What the task requires: Every line below that has "from" in it should be copied.

Extracted entries:
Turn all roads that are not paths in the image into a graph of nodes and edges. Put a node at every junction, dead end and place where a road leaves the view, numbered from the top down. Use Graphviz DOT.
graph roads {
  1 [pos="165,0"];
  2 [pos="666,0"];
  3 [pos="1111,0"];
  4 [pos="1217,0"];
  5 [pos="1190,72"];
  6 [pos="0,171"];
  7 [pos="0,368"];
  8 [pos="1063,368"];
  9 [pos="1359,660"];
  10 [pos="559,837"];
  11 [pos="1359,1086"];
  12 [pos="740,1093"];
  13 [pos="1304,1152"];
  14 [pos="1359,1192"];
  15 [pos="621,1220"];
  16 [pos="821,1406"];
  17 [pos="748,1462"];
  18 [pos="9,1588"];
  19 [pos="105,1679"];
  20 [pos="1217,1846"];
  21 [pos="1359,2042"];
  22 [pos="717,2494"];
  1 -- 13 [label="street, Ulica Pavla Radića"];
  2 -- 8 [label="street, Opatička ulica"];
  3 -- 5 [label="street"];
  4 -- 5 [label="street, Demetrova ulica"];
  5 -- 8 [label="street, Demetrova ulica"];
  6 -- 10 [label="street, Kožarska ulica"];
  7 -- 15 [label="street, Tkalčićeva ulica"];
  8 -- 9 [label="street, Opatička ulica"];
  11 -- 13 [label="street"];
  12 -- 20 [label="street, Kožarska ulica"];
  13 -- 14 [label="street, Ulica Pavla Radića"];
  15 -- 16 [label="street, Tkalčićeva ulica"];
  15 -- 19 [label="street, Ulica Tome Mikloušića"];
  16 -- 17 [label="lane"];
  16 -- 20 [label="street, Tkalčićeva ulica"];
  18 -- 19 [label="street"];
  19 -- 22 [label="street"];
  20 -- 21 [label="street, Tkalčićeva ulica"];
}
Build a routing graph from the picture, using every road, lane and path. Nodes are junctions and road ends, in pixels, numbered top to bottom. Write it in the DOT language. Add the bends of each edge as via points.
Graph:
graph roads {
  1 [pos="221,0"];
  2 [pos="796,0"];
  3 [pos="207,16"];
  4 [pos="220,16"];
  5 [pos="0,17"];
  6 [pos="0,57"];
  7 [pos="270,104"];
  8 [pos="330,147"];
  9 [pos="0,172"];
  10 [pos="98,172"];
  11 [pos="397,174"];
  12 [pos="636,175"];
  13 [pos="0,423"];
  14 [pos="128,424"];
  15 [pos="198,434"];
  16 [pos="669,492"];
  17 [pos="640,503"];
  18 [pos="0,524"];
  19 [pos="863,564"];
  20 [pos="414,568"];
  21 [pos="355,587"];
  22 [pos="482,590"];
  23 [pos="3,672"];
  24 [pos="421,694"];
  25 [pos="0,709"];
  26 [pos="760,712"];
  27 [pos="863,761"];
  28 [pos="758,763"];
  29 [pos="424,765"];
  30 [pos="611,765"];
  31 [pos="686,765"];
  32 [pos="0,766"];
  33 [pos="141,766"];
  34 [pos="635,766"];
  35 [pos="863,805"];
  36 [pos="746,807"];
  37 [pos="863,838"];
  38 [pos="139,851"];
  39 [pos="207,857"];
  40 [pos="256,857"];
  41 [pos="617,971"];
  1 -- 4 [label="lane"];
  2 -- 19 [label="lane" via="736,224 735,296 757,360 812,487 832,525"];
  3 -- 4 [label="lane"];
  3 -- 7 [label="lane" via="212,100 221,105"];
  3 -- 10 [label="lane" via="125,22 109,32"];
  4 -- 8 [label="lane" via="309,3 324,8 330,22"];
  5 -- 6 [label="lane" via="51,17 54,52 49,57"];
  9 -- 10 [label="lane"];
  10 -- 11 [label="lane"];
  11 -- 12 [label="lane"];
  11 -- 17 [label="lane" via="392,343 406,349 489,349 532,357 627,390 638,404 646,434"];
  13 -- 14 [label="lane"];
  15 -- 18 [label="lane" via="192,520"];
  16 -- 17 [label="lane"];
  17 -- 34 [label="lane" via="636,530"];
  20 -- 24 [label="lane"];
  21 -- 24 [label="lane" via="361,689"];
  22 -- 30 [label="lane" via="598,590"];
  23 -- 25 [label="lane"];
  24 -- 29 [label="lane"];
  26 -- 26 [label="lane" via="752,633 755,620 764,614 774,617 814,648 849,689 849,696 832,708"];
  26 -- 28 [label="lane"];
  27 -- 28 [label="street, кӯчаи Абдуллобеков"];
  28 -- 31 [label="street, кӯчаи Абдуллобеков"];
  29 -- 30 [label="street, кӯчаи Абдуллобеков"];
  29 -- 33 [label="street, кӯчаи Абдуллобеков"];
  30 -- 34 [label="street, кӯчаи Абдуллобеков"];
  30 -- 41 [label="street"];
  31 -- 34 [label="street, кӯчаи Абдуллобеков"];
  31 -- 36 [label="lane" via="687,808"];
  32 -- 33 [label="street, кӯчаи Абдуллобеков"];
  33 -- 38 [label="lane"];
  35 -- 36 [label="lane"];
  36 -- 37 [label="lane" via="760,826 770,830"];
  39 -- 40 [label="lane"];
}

Written response:
Turn all roads that are not paths in the image into a graph of nodes and edges. Put a node at every junction, dead end and place where a road leaves the view, numbered from the top down. Use Graphviz DOT.
Build a routing graph from the picture, using every road, lane and path. Nodes are junctions and road ends, in pixels, numbered top to bottom. Write it in the DOT language. Add the bends of each edge as via points.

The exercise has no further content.